Based on the board-game, Clue both rips off and improves on the 1976 Murder by Death (amusingly, Eileen Brennan was in both, as Mrs. Peacock and Tess Skeffington), for despite the earlier film's prestigious cast listing, it spun into Scooby-Doo antics, featuring more inappropriate jokes than was necessary, and a slow, meandering plot. (But hey, blind butler Bensonmum, played by the great Alec Guinness, stripped naked lying dead in the kitchen? "Possibly some deranged dry cleaner...")
Not that Clue doesn't have it's share of Scooby-Doo-ness, but it manages to remain within the realm of barely believable, just out of Agatha Christie territory. Six people, all connected to the government in some form, are sent anonymous letters, inviting them to a dinner party in New England. Once there, they are met by a British butler, Wadsworth (Curry), who encourages them to employ false names, such as Mr. Green and Colonel Mustard, neatly following the plot of the board game. Soon enough, they discover they have been gathered to meet the man who is black-mailing them all, Mr. Boddy. Needless to say, his pseudonym quickly becomes very literal.

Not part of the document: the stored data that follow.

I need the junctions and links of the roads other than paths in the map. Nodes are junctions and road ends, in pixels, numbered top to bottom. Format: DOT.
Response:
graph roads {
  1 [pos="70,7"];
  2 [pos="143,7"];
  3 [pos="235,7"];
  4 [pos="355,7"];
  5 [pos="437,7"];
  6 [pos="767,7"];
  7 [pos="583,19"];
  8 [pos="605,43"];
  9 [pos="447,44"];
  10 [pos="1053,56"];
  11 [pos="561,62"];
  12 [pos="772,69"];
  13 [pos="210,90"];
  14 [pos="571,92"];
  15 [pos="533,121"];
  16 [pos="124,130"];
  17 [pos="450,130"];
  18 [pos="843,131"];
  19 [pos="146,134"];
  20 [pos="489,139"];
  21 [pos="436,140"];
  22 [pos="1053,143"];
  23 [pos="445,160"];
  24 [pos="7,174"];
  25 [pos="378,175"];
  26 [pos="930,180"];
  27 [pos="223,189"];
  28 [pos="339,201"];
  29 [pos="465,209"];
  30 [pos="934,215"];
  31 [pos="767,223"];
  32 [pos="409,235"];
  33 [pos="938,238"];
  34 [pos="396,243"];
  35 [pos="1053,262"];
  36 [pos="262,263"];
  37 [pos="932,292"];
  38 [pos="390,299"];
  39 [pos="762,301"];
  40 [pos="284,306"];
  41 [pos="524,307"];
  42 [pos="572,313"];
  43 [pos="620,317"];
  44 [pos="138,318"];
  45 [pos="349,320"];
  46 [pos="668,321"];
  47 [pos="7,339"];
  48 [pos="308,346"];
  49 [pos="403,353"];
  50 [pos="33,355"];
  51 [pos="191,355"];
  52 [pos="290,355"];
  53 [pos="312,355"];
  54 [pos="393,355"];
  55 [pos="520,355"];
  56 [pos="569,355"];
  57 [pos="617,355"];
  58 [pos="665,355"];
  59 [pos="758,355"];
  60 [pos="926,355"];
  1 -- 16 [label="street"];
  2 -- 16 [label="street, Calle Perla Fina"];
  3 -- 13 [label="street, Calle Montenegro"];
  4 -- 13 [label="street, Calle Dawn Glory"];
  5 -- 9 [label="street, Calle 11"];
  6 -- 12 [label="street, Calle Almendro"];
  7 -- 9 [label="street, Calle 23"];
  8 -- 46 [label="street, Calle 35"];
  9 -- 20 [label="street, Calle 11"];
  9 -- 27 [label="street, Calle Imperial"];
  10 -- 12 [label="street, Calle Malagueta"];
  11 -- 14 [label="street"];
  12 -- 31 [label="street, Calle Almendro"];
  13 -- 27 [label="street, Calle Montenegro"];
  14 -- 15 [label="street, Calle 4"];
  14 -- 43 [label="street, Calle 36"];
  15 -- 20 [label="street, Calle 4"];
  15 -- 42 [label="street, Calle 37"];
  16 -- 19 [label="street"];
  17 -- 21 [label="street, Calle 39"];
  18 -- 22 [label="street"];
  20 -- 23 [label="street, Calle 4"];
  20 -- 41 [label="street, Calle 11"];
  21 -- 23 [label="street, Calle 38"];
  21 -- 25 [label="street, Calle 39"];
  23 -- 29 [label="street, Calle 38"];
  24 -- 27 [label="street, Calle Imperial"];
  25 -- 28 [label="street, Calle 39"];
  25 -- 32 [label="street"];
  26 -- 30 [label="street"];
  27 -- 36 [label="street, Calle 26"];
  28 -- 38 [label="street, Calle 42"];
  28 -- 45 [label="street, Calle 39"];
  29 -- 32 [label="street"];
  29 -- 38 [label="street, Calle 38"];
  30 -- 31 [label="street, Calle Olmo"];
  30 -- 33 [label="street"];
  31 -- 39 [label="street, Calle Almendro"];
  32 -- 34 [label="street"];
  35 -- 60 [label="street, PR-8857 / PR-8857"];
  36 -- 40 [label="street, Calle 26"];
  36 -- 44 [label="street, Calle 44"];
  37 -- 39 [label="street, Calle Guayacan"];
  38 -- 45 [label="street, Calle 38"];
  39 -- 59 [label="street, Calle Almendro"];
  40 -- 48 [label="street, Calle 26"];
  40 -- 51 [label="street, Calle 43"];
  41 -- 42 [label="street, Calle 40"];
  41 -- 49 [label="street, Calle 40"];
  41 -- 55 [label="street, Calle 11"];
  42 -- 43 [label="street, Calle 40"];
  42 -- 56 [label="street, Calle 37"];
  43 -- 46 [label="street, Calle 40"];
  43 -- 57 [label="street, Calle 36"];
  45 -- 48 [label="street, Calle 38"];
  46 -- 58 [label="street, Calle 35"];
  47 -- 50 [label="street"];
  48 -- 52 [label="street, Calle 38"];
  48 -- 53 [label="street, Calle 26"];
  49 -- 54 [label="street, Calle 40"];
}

While starting off barely plausible, the plot quickly escalates into wild fancy and riotous humor, with every actor embracing their respectively cliched part. The writing is witty and littered with catchphrases, but it's the cast that makes the film. There's Mrs. Peacock (Brennan), a garrulous politician's wife prone to hysterics. Mr. Green (Michael McKean), an awkward government official, is also prone to hysterics. Lesley Ann Warren obviously very much enjoys playing her seductive, feisty Ms. Scarlet, and Christopher Lloyd is Professor Plum, a somewhat dry, lecherous psychologist. Then there's Colonel Mustard (Martin Mull), a dimwitted military man ready to dive into detective work.
Of special note are Mrs. White and Wadsworth. Madeline Kahn's flighty femme fatale dominates the screen, playing off the other characters with a wicked deadpan delivery. Tim Curry is the closest thing the film has to a protagonist, carrying the story through the absurd number of deaths, and dashing through all three of the preposterous endings with style and phenomenal speed.
There really are far too many punchlines, but almost none of them fall flat, amazingly enough. Much of the script is just screaming to be quoted. While it occasionally drags, the plot is swift-moving, though since we don't really care for any of the characters, there is a certain lack of suspense.
Overall, one of the most charming cult classics out there, absolutely hilarious fun, marred only by the occasional sexual innuendo that's only half-serious.